(Task objective)
Every line below from the one containing "ctx.set_font_size(size)" through the one containing "ctx.arc(u, v, r, i" must be transcribed exactly. Omit all lines outside that stretch.

[Start of Attachment]

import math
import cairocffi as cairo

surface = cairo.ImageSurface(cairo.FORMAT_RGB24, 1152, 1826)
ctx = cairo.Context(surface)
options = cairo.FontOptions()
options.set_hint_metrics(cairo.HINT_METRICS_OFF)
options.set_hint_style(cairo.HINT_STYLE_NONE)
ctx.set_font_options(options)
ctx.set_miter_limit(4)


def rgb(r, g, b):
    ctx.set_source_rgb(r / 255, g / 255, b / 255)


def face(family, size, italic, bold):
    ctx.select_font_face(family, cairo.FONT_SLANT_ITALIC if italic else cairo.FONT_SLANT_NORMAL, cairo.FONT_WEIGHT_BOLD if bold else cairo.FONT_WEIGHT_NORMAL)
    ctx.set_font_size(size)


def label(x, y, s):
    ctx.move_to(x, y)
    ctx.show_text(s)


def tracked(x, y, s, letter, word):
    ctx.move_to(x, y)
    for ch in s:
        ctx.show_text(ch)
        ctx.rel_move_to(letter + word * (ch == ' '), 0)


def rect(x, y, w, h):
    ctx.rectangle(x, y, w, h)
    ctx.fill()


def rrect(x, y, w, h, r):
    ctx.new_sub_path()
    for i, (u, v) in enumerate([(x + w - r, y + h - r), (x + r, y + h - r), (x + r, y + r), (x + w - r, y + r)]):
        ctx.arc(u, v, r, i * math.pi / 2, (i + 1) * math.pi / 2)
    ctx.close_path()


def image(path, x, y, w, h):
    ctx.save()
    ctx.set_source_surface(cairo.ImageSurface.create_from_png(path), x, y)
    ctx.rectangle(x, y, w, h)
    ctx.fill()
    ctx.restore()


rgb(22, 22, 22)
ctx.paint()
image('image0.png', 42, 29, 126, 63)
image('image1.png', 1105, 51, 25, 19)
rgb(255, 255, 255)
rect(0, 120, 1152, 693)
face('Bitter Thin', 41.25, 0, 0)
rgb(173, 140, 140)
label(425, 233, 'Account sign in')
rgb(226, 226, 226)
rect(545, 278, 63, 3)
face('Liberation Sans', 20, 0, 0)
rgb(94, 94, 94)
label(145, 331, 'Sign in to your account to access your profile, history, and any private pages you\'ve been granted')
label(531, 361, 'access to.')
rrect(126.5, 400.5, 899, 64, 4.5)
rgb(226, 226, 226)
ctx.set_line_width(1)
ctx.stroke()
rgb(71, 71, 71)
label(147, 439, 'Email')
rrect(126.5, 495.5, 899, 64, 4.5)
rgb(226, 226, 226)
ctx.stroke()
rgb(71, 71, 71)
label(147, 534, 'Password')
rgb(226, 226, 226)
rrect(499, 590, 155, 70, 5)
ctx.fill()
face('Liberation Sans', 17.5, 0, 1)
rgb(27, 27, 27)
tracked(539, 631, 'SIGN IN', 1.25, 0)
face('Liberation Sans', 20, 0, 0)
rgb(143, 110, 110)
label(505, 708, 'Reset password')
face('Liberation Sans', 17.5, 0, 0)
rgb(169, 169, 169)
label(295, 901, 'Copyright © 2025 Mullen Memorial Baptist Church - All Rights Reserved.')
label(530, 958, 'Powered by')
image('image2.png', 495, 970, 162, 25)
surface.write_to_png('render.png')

[End of Attachment]

(Finished task)
    ctx.set_font_size(size)


def label(x, y, s):
    ctx.move_to(x, y)
    ctx.show_text(s)


def tracked(x, y, s, letter, word):
    ctx.move_to(x, y)
    for ch in s:
        ctx.show_text(ch)
        ctx.rel_move_to(letter + word * (ch == ' '), 0)


def rect(x, y, w, h):
    ctx.rectangle(x, y, w, h)
    ctx.fill()


def rrect(x, y, w, h, r):
    ctx.new_sub_path()
    for i, (u, v) in enumerate([(x + w - r, y + h - r), (x + r, y + h - r), (x + r, y + r), (x + w - r, y + r)]):
        ctx.arc(u, v, r, i * math.pi / 2, (i + 1) * math.pi / 2)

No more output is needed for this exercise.